WORK ORDER
The lines to find are those in the entries that hold the word "pinky"; copy every one of them.

.....

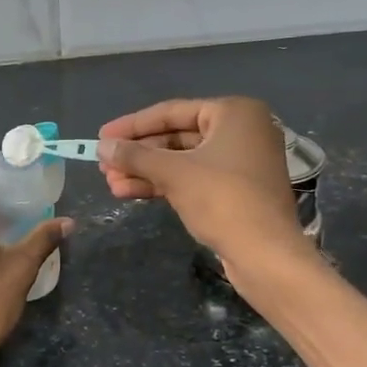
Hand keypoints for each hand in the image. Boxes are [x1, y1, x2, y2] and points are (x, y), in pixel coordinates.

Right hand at [98, 97, 303, 263]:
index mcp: (234, 113)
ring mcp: (240, 162)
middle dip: (138, 153)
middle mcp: (241, 130)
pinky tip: (130, 192)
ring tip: (111, 183)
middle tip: (104, 164)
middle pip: (176, 137)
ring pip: (182, 161)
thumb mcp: (173, 173)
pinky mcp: (235, 190)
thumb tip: (102, 146)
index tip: (101, 136)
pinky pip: (193, 178)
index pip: (171, 112)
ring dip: (145, 171)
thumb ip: (134, 155)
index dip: (132, 125)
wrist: (265, 254)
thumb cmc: (222, 199)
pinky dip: (164, 184)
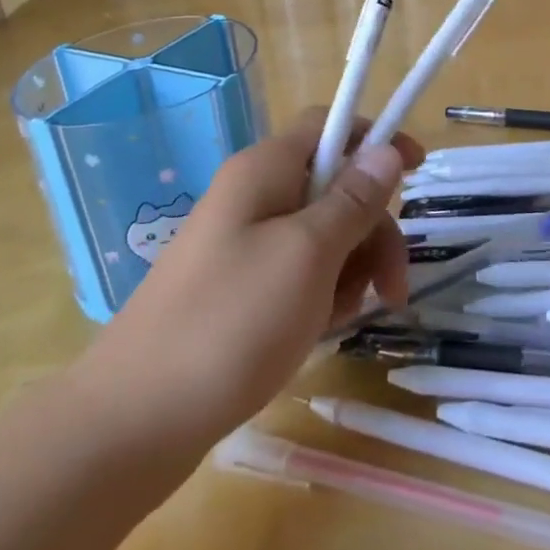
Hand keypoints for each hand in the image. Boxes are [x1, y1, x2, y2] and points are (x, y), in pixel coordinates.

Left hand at [67, 109, 421, 457]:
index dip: (376, 138)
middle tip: (392, 286)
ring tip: (343, 318)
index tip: (417, 171)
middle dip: (372, 229)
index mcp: (265, 170)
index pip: (330, 125)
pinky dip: (320, 294)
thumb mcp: (308, 255)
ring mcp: (243, 244)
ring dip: (350, 268)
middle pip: (335, 186)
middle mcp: (253, 197)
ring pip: (322, 234)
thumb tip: (386, 149)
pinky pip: (298, 272)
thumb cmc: (230, 324)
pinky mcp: (238, 289)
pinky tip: (318, 330)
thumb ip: (353, 200)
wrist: (131, 424)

.....

ANSWER
pinky tip: (130, 192)
pinky mcp: (235, 190)
pinky pip: (193, 178)
pinky dip: (164, 184)
pinky dip: (320, 294)
pinky pip: (298, 272)
pinky mcp: (238, 289)
pinky tip: (318, 330)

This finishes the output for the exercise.